::: SOURCE INFORMATION

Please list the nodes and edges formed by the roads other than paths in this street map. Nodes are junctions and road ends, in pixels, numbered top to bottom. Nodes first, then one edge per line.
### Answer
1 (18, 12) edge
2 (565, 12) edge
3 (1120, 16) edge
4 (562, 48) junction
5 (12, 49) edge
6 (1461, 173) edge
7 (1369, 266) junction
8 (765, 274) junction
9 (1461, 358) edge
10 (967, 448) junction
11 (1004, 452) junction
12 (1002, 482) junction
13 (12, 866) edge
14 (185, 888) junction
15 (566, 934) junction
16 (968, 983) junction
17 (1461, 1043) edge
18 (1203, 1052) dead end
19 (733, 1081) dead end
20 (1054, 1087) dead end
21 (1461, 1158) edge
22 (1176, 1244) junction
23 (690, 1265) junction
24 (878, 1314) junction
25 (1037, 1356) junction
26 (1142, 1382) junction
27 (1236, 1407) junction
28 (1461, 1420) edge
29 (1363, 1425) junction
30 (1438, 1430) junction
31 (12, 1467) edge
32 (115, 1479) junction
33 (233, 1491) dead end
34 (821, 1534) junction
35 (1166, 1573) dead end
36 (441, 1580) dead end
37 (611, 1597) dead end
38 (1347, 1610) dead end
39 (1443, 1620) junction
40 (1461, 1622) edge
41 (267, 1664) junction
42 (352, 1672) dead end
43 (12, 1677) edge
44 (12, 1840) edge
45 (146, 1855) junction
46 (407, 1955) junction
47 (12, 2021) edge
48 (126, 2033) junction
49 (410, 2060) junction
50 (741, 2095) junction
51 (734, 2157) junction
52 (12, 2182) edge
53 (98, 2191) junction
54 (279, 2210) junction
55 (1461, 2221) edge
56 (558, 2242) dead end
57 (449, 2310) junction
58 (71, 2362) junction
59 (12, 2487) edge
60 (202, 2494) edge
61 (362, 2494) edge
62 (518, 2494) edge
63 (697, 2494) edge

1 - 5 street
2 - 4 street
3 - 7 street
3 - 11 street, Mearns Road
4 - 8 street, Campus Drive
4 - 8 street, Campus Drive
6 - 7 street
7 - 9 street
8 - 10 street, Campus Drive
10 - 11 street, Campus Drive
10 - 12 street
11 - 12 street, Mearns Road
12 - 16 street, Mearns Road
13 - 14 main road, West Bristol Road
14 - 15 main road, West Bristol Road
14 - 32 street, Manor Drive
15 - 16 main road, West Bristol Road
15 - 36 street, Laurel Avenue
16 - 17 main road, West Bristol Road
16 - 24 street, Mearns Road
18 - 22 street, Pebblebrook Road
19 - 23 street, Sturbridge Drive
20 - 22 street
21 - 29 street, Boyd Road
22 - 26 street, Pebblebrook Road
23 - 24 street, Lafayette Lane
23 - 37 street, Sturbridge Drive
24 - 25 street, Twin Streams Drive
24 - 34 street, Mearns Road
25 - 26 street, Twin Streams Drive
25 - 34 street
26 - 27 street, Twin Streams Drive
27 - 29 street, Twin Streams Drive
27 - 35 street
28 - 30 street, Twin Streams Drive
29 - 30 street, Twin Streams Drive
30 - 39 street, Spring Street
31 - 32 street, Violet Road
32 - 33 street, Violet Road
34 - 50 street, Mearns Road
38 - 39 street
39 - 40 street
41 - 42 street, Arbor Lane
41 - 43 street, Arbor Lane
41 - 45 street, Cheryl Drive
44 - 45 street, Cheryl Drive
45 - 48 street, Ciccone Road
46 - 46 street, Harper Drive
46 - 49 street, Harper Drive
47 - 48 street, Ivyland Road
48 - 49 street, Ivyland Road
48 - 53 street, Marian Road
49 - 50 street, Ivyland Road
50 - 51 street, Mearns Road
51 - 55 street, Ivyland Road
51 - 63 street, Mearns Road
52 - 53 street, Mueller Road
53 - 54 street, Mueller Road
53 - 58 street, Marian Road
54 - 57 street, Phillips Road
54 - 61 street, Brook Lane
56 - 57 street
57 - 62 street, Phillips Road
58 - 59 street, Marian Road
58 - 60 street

::::::
::: SOURCE INFORMATION

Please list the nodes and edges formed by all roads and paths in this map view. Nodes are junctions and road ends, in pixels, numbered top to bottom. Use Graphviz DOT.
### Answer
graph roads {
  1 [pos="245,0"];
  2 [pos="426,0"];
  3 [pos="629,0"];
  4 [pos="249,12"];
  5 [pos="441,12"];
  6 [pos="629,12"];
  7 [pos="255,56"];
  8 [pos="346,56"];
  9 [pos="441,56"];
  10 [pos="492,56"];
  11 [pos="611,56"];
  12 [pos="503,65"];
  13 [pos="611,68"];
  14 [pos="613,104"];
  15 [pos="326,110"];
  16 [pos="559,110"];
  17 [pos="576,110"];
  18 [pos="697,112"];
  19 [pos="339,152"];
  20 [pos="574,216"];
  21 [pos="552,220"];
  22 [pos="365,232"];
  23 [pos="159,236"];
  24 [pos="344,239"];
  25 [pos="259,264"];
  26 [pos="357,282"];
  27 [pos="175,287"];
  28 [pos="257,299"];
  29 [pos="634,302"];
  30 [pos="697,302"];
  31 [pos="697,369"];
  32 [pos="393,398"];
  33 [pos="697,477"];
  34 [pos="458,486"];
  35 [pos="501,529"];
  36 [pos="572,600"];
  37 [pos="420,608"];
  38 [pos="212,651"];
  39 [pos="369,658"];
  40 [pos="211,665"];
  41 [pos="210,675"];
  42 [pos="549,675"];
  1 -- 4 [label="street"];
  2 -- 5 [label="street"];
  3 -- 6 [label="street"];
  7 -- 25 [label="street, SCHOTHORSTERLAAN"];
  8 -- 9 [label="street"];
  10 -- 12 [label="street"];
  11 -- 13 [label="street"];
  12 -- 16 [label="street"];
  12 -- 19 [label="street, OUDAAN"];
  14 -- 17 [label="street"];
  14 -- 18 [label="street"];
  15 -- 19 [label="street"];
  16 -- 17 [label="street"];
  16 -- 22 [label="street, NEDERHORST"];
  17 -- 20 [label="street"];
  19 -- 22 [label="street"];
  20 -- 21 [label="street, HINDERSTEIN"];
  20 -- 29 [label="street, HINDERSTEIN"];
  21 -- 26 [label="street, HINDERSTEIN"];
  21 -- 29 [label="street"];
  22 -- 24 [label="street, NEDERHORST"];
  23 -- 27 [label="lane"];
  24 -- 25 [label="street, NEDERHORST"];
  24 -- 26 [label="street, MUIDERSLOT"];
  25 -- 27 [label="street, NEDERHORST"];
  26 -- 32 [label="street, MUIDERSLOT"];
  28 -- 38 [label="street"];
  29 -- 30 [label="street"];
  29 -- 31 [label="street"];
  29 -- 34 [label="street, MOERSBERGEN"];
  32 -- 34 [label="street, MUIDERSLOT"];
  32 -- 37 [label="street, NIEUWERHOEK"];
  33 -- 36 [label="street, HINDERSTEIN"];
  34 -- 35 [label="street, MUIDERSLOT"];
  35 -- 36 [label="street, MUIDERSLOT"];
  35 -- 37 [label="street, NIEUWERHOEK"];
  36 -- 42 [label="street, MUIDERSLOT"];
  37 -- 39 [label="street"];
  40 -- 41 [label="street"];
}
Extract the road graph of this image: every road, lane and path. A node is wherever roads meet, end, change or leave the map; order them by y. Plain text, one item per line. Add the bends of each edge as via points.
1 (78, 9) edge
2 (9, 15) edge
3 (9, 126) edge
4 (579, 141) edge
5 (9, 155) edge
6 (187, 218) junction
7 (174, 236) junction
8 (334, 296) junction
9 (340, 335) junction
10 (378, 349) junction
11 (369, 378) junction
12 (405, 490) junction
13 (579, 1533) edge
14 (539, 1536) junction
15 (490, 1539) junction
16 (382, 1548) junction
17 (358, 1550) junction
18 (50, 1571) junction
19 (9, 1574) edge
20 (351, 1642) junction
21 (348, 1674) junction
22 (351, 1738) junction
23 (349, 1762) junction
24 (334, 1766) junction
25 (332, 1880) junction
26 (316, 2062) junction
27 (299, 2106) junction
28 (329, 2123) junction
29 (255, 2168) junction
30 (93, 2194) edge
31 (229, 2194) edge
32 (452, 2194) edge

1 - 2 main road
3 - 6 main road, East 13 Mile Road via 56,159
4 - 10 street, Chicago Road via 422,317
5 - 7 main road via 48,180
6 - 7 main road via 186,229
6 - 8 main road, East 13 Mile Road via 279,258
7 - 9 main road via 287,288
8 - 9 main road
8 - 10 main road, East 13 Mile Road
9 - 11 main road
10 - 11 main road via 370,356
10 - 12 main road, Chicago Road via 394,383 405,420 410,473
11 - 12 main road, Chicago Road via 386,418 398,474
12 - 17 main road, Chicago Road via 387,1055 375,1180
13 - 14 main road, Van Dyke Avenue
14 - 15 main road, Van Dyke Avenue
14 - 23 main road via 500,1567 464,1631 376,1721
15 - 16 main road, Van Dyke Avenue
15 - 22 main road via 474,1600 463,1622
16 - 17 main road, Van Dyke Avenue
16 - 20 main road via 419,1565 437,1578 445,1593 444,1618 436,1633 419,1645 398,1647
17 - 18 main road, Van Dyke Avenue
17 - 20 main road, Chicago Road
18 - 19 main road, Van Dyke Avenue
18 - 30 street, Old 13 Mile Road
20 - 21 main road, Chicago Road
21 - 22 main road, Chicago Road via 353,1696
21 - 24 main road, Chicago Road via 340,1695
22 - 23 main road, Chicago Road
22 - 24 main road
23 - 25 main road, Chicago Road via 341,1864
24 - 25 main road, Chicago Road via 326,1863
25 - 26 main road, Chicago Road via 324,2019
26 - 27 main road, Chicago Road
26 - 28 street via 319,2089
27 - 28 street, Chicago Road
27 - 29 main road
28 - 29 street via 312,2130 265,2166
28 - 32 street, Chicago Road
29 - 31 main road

::::::

TASK TO COMPLETE:
Look through the entries above; copy each line where the string "Twin" appears.

TASK SOLUTION:
24 - 25 street, Twin Streams Drive
25 - 26 street, Twin Streams Drive
26 - 27 street, Twin Streams Drive
27 - 29 street, Twin Streams Drive
28 - 30 street, Twin Streams Drive
29 - 30 street, Twin Streams Drive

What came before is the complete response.